Stored data entries:
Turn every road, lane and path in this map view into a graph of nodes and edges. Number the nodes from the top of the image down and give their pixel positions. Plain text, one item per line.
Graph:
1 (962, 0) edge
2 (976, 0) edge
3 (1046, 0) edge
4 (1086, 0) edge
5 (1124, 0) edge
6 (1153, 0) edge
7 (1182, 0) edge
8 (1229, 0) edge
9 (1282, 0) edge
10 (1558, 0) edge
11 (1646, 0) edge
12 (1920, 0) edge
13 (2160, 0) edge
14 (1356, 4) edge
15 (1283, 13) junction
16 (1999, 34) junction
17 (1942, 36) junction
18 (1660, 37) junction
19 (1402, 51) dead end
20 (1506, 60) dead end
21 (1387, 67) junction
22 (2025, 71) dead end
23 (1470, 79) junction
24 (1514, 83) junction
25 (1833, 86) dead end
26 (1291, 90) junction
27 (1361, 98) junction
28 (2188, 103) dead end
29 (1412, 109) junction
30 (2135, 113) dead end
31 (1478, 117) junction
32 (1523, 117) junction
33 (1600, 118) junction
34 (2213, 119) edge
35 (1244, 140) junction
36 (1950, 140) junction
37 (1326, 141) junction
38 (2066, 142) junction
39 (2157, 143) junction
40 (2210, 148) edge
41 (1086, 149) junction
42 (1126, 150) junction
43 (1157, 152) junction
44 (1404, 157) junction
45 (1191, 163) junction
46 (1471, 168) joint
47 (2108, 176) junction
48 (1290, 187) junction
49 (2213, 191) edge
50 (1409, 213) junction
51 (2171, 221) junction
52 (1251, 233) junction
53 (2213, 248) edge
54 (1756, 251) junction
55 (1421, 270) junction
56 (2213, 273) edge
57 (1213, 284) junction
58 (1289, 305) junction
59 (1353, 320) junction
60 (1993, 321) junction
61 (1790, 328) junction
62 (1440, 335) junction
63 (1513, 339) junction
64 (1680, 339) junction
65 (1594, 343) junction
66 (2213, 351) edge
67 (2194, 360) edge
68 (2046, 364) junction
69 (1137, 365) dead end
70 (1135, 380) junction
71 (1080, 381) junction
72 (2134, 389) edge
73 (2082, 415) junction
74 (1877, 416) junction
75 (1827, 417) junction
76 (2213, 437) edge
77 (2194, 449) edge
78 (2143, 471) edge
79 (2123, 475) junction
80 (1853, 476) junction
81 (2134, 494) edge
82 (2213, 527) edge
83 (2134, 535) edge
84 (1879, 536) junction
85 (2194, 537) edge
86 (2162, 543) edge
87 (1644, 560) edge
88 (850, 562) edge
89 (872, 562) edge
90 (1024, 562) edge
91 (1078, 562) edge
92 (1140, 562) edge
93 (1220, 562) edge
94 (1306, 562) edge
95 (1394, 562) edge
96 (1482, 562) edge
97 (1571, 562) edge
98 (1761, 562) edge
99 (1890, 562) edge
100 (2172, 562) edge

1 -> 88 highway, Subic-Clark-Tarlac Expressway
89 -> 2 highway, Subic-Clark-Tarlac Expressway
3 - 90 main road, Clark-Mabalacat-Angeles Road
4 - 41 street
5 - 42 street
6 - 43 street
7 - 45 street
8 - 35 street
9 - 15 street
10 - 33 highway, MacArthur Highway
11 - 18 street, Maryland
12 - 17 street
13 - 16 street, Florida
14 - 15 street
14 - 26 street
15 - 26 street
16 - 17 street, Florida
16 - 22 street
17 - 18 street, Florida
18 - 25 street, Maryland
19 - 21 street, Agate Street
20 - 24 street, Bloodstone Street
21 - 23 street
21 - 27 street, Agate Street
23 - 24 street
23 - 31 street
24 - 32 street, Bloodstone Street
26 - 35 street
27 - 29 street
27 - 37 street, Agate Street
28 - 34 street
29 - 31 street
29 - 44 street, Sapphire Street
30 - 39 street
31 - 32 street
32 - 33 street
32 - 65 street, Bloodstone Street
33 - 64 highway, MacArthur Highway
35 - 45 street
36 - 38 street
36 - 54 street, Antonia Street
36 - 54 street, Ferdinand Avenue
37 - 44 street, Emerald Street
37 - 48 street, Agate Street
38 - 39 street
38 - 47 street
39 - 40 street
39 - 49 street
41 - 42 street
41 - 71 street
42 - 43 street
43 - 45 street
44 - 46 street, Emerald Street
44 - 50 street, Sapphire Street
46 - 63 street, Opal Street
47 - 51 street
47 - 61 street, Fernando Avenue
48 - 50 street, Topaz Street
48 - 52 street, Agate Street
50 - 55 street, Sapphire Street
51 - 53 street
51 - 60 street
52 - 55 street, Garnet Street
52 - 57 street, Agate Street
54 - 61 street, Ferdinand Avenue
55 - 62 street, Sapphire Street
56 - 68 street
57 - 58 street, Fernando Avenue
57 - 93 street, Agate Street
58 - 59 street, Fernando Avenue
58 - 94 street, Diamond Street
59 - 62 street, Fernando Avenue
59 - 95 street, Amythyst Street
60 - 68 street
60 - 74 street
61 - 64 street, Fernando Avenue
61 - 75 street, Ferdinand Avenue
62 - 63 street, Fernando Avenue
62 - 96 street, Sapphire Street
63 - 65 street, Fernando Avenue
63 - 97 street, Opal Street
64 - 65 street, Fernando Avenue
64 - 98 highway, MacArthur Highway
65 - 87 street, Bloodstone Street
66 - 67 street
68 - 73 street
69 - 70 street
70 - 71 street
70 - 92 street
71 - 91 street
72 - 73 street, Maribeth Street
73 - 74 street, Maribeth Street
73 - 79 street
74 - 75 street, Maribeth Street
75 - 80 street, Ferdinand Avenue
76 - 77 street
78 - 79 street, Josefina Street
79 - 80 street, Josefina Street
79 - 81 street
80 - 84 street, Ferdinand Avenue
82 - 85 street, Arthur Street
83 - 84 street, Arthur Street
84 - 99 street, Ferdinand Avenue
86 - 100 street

**Problem to solve:**
Reproduce each line of the records in which the word "Tarlac" appears.

**Solved exercise:**
1 -> 88 highway, Subic-Clark-Tarlac Expressway
89 -> 2 highway, Subic-Clark-Tarlac Expressway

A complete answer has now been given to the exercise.